Das sollte jedem einleuchten können. Daran ändern auch die Vorsilben "meta" und "trans" nichts. ....... Es sei denn, Sie wollen auf einer 'Meta-Ebene' oder 'Trans-Ebene' - was immer das auch Zuverlässiges sein soll - Kirchenmitgliedern das Mensch-Sein absprechen. Das wäre aber nicht nur gemein. Sondern das weckte bei mir auch grundlegende Zweifel an Ihrer demokratischen Gesinnung.

Freundliche Grüße
GE

Wenn ich Kirchenmitgliedern das Menschsein absprechen würde, dann wären Mensch und Kirchenmitglied binär zu unterscheiden, um den von der Autorin etwas eigenartig gebrauchten Begriff binär ins Spiel zu bringen. Da Kirchenmitglieder aber Menschen sind, sind sie von denjenigen unbefiederten Zweibeinern, die nicht Kirchenmitglieder sind, binär zu unterscheiden. Also einerseits die Kirchenmitglieder, andererseits der Rest der Menschheit.

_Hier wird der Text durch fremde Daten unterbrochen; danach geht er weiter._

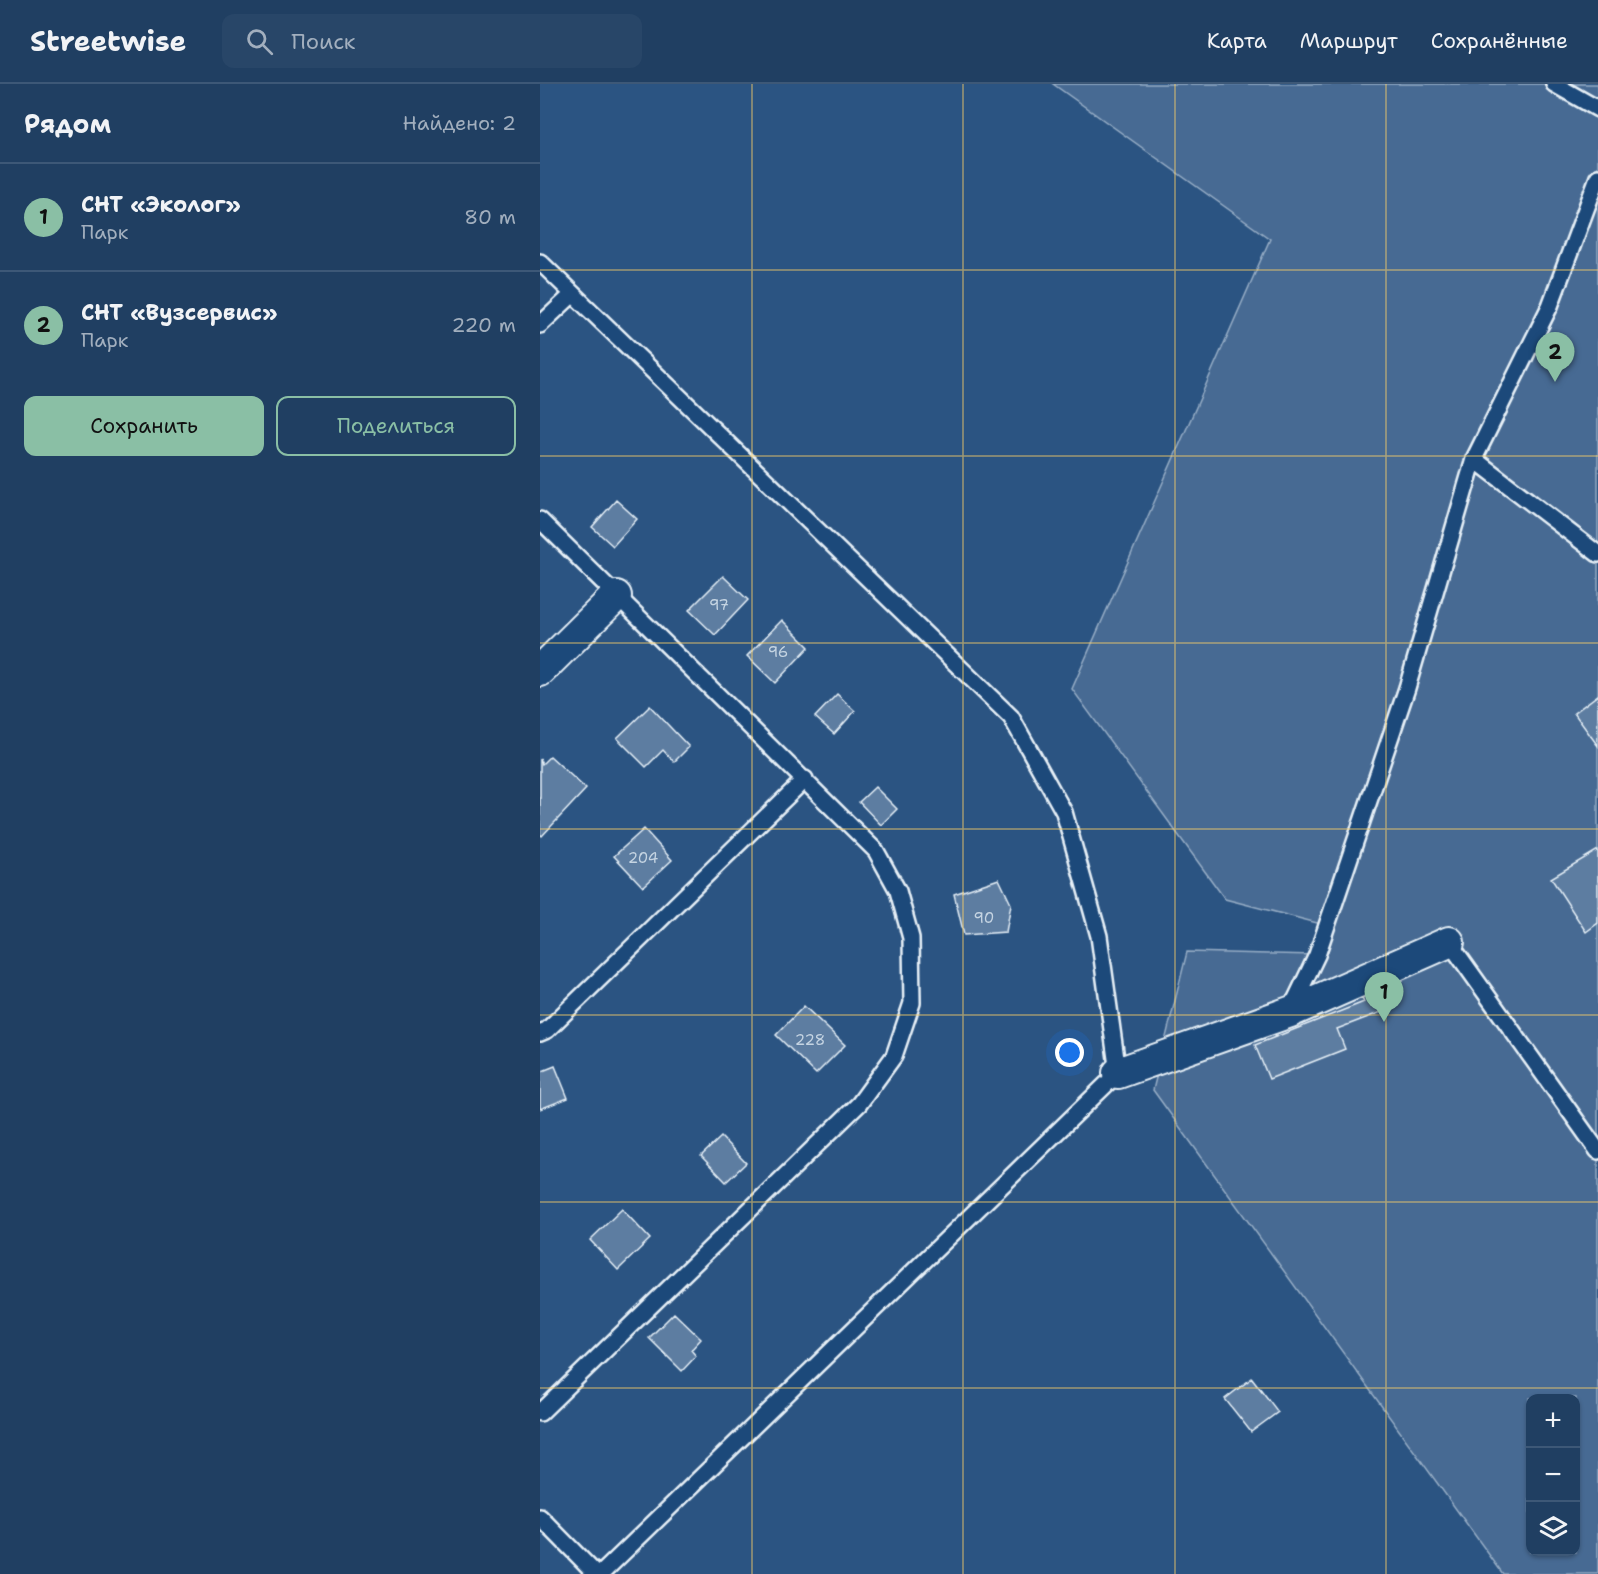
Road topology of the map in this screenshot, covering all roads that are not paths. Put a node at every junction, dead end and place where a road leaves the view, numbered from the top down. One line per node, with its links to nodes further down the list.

"Sondern das weckte bei mir auch grundlegende Zweifel an Ihrer demokratischen Gesinnung." Das soll es glatt immer wieder geben, dass manche Untertanen unzufrieden sind mit der Herrschaft, der sie unterworfen sind. Das kann ich jetzt aber nicht ausführen, der Schiri nestelt schon nach der gelben Karte wegen Themaverfehlung. Das können wir bei Interesse in einem anderen Thread besprechen.

Die Autorin schreibt: "Ein echtes Problem ist allerdings, dass auch viele Kirchenmitglieder sich nicht mehr kirchlich trauen lassen." Für die ortsbekannten Partyausrichter stellt das weder ein echtes noch ein unechtes Problem dar. Da auch die EKD scharf darauf ist, dass es uns allen gut geht, was die gängige Umschreibung dafür ist, dass die üblichen Geschäfte laufen, wäre die Problemlage für die Kirchen wohl doch noch etwas näher zu erläutern.